Your objective: State the number of lines in the listing that contain "main". No further words are expected.
——————————
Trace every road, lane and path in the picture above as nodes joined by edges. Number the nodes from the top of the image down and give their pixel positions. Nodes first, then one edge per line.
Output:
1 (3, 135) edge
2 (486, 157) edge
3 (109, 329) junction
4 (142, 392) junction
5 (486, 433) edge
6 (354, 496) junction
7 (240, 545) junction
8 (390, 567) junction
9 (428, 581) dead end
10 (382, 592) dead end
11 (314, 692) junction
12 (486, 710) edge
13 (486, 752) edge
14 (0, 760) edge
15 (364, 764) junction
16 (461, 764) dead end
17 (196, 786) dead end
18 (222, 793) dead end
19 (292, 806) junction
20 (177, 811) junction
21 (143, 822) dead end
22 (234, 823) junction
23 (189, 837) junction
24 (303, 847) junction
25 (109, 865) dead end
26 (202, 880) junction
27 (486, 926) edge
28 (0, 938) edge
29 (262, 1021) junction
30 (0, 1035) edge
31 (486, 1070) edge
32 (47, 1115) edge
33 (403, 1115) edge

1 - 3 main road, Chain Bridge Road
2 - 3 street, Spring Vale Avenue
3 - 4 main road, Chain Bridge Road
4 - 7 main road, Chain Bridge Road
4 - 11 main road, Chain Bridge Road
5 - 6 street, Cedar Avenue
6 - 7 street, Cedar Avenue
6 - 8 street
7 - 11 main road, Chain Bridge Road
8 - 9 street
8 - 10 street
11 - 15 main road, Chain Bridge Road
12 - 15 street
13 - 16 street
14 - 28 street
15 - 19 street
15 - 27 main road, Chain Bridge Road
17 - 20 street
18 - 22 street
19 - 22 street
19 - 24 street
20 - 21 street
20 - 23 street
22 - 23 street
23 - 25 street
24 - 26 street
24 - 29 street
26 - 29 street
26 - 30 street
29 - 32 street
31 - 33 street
——————————
Solution below: 7